On this Gaza situation, I again would like to urge the parties concerned first of all to refrain [to] the maximum [extent] from these violent actions, and the Israeli Government should also take necessary measures to look at these humanitarian situations.

Q: That doesn’t answer my question: Is it occupied territory?

SG: I am not in a position to say on these legal matters.

Q: I wanted to ask you if you are satisfied with the percentage of your senior officials who have followed your advice and filed voluntary public financial disclosure. It seems that almost half have not, and some have said that they choose to maintain confidentiality. And also more timely, on this event that is taking place tomorrow night on the North Lawn of the UN. Questions have arisen about whether Gucci has put out [a release] saying that it celebrates the opening of a store on Fifth Avenue, and there’s questions about one of the non-profits that would benefit from it. What are the standards that the UN applies before entering into that kind of an arrangement with a commercial entity?

SG: One of my priorities is to ensure the accountability and transparency of our staff. This is a commitment which we are showing to the Member States. As a part of that commitment, we are now disclosing the financial assets, and yesterday, all the senior managers have signed an individual compact with me. This is a very good commitment we are showing to the Member States. As for the exact numbers of advisors who have disclosed their financial declarations, I hope that remaining people will also follow suit. The registration will begin from March 1st for the year, starting this year, therefore I am expecting that more will follow soon.
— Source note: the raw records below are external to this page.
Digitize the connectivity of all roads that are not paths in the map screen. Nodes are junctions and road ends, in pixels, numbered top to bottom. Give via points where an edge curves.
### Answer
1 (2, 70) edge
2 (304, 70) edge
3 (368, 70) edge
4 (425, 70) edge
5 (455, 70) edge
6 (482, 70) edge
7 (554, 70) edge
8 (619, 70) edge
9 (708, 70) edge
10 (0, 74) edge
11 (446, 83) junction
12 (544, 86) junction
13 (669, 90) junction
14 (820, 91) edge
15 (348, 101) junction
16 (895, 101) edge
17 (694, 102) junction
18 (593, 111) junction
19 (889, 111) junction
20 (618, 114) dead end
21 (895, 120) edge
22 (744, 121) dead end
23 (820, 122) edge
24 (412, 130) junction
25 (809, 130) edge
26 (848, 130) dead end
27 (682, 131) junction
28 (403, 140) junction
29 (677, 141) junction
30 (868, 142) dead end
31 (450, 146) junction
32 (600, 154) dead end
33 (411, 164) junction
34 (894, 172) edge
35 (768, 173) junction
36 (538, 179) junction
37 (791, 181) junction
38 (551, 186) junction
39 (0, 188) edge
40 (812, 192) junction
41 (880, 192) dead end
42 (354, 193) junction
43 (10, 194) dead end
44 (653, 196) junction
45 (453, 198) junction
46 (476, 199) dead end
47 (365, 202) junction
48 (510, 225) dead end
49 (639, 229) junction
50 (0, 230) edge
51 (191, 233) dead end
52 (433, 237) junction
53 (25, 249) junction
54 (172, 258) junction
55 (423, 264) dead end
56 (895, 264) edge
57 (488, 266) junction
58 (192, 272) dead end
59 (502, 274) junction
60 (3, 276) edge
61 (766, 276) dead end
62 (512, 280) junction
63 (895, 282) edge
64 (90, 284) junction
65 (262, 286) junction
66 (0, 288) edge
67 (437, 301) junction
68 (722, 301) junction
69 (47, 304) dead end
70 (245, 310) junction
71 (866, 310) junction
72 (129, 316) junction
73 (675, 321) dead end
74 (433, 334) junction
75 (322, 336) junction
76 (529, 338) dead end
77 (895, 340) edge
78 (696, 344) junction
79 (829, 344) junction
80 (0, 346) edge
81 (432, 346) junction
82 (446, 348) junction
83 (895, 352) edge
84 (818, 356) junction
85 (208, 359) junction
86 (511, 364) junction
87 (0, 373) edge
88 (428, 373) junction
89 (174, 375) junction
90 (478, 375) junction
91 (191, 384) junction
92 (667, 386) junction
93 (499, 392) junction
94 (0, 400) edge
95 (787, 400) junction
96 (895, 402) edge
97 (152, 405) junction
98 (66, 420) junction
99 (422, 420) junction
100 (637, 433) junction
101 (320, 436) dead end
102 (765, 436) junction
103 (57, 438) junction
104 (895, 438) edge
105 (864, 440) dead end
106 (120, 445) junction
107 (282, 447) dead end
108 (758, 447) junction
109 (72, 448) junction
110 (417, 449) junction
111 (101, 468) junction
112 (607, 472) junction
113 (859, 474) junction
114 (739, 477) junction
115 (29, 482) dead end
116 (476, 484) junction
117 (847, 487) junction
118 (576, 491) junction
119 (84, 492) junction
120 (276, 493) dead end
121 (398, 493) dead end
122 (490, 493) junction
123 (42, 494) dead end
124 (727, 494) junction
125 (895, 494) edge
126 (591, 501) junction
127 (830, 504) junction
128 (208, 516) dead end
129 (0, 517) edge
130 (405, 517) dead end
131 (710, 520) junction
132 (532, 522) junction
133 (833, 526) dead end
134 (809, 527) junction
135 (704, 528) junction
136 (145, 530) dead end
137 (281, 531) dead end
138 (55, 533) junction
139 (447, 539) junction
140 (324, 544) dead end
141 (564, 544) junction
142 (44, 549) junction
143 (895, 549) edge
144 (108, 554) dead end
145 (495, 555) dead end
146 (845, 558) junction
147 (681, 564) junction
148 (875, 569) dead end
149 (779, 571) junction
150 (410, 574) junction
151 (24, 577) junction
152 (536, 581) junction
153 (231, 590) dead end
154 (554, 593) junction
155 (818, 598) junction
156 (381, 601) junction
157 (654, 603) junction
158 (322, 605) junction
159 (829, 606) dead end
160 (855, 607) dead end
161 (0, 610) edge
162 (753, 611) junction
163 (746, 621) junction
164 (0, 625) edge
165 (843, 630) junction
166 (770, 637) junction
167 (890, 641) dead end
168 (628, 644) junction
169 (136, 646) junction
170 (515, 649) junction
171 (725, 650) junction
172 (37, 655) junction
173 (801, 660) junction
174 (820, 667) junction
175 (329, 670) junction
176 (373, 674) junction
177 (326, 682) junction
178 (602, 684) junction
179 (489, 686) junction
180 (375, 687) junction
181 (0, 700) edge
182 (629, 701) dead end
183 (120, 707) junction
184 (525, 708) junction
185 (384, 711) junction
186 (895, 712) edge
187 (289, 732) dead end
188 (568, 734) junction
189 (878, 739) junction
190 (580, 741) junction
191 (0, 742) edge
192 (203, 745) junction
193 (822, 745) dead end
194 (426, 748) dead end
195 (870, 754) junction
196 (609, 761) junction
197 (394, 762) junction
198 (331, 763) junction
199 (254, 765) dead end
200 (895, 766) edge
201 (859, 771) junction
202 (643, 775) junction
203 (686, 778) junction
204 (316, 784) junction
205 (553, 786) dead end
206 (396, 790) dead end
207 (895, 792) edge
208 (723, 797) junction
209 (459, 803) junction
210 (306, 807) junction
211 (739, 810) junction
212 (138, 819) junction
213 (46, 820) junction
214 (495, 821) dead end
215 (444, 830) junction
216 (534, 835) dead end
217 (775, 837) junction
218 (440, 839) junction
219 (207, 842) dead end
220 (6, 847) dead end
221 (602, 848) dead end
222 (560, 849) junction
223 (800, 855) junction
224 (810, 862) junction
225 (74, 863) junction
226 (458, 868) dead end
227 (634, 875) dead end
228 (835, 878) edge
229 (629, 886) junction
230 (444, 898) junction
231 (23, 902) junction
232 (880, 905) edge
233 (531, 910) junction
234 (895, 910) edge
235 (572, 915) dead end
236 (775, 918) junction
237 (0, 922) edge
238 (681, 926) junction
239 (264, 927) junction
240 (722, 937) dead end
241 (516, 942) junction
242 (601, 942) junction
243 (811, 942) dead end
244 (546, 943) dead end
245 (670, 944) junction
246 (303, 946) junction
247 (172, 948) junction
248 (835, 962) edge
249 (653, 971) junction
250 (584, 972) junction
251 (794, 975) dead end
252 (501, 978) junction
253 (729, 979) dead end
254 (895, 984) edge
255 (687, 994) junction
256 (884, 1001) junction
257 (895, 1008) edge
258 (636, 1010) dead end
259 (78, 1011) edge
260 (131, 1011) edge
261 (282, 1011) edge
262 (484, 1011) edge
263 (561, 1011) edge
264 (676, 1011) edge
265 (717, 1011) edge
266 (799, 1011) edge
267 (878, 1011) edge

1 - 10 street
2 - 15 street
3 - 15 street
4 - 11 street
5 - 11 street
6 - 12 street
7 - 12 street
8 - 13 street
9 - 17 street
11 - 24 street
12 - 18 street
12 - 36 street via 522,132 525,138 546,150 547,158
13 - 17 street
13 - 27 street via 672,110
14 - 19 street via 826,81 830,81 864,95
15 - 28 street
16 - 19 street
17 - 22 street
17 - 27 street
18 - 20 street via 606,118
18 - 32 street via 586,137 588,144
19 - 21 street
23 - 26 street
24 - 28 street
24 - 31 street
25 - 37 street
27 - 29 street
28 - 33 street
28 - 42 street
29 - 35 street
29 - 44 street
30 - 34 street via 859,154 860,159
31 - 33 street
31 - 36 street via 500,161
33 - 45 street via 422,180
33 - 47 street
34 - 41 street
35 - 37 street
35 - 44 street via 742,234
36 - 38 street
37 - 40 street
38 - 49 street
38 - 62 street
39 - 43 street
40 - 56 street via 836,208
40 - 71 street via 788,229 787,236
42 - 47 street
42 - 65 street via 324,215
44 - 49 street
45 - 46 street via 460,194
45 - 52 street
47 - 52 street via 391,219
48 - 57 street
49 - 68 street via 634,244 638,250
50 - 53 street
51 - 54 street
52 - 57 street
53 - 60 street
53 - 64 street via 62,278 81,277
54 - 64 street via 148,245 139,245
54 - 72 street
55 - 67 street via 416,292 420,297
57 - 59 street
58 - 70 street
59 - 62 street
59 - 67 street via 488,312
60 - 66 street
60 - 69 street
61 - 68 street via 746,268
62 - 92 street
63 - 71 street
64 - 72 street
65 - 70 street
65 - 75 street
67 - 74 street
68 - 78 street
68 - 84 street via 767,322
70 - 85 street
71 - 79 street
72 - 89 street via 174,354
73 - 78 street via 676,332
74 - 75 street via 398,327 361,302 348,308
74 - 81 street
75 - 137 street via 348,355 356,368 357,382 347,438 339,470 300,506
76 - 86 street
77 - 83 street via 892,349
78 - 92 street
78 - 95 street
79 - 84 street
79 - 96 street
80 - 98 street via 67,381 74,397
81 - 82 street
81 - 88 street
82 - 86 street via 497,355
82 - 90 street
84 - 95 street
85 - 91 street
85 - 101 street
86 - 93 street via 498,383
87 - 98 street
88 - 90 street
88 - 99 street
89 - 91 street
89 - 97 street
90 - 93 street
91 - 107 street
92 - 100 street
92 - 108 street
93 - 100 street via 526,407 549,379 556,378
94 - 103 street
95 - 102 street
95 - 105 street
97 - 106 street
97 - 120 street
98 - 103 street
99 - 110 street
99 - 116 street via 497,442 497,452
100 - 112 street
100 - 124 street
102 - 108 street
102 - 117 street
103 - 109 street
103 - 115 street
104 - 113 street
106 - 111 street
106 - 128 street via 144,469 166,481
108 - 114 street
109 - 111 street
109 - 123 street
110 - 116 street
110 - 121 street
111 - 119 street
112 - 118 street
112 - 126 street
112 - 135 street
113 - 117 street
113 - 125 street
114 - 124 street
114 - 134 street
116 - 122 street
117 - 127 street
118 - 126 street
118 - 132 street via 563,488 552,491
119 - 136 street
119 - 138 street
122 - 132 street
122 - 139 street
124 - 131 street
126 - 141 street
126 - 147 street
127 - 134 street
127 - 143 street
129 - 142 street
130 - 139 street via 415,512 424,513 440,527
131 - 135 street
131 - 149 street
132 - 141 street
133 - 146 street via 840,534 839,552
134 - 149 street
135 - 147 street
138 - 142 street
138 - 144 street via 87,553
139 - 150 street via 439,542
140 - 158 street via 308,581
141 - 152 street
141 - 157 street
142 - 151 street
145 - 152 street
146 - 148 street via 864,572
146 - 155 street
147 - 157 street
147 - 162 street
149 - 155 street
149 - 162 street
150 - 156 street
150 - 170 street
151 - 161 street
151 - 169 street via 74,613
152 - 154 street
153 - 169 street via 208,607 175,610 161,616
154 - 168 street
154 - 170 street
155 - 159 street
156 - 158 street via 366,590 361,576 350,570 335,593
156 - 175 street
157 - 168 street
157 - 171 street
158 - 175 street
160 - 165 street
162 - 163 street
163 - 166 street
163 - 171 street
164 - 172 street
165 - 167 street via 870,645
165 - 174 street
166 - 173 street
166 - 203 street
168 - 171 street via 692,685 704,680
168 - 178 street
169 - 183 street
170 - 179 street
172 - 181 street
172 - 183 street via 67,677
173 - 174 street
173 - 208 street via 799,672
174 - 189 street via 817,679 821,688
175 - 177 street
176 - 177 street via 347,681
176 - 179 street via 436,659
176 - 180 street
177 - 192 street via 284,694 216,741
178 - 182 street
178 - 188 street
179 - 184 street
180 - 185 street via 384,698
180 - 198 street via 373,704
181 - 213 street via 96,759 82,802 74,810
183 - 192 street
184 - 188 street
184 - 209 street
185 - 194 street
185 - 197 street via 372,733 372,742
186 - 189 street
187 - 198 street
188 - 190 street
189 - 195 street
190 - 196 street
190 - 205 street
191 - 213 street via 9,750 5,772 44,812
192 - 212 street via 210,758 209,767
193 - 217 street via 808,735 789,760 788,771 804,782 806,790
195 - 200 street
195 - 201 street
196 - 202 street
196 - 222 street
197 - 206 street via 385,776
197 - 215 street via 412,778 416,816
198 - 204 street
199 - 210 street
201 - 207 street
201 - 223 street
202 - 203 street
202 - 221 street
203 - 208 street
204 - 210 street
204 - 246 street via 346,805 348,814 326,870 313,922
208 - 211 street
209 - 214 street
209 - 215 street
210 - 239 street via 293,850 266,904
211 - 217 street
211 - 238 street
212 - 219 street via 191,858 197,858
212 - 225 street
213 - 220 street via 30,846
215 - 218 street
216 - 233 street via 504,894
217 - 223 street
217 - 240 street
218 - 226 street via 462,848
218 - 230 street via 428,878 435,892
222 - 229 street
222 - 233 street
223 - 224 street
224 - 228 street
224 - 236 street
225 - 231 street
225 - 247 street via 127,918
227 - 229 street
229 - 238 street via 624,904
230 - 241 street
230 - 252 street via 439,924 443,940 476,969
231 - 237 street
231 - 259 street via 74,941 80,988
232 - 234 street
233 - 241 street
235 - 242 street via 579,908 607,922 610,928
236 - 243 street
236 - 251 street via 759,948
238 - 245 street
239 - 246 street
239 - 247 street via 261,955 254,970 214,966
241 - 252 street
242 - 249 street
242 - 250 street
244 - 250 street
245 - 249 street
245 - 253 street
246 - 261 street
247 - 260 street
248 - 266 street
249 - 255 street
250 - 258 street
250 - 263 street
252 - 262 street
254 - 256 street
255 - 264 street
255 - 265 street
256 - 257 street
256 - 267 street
On this event which will take place tomorrow, I understand that the proceeds will be used for a proper purpose as agreed between UNICEF and the organizers.

Q: But what about a company saying that a UN event is in celebration of the opening of a store? Who here polices, in there, there’s a logo of UNICEF and Gucci intermingled; who is in charge of policing the integrity of the UN, its logo and its “brand”, so to speak?

SG: You know what kind of humanitarian efforts UNICEF has been carrying out during the last several decades. I understand that the main purpose of this event will raise funds for a humanitarian purpose, and I am sure that the proceeds will go to the purpose of this event.

Q: On Lakhdar Brahimi, was that the only way to get the cooperation of the Algerian Government on that matter?

SG: I have very closely consulted with the Algerian Government. We have thought that Mr. Brahimi would be a very appropriate person to lead this independent panel. This independent panel will be composed of several experts coming from all different countries; therefore, as far as integrity, fairness and objectivity and neutrality of this independent panel, you should have not have any doubt about that.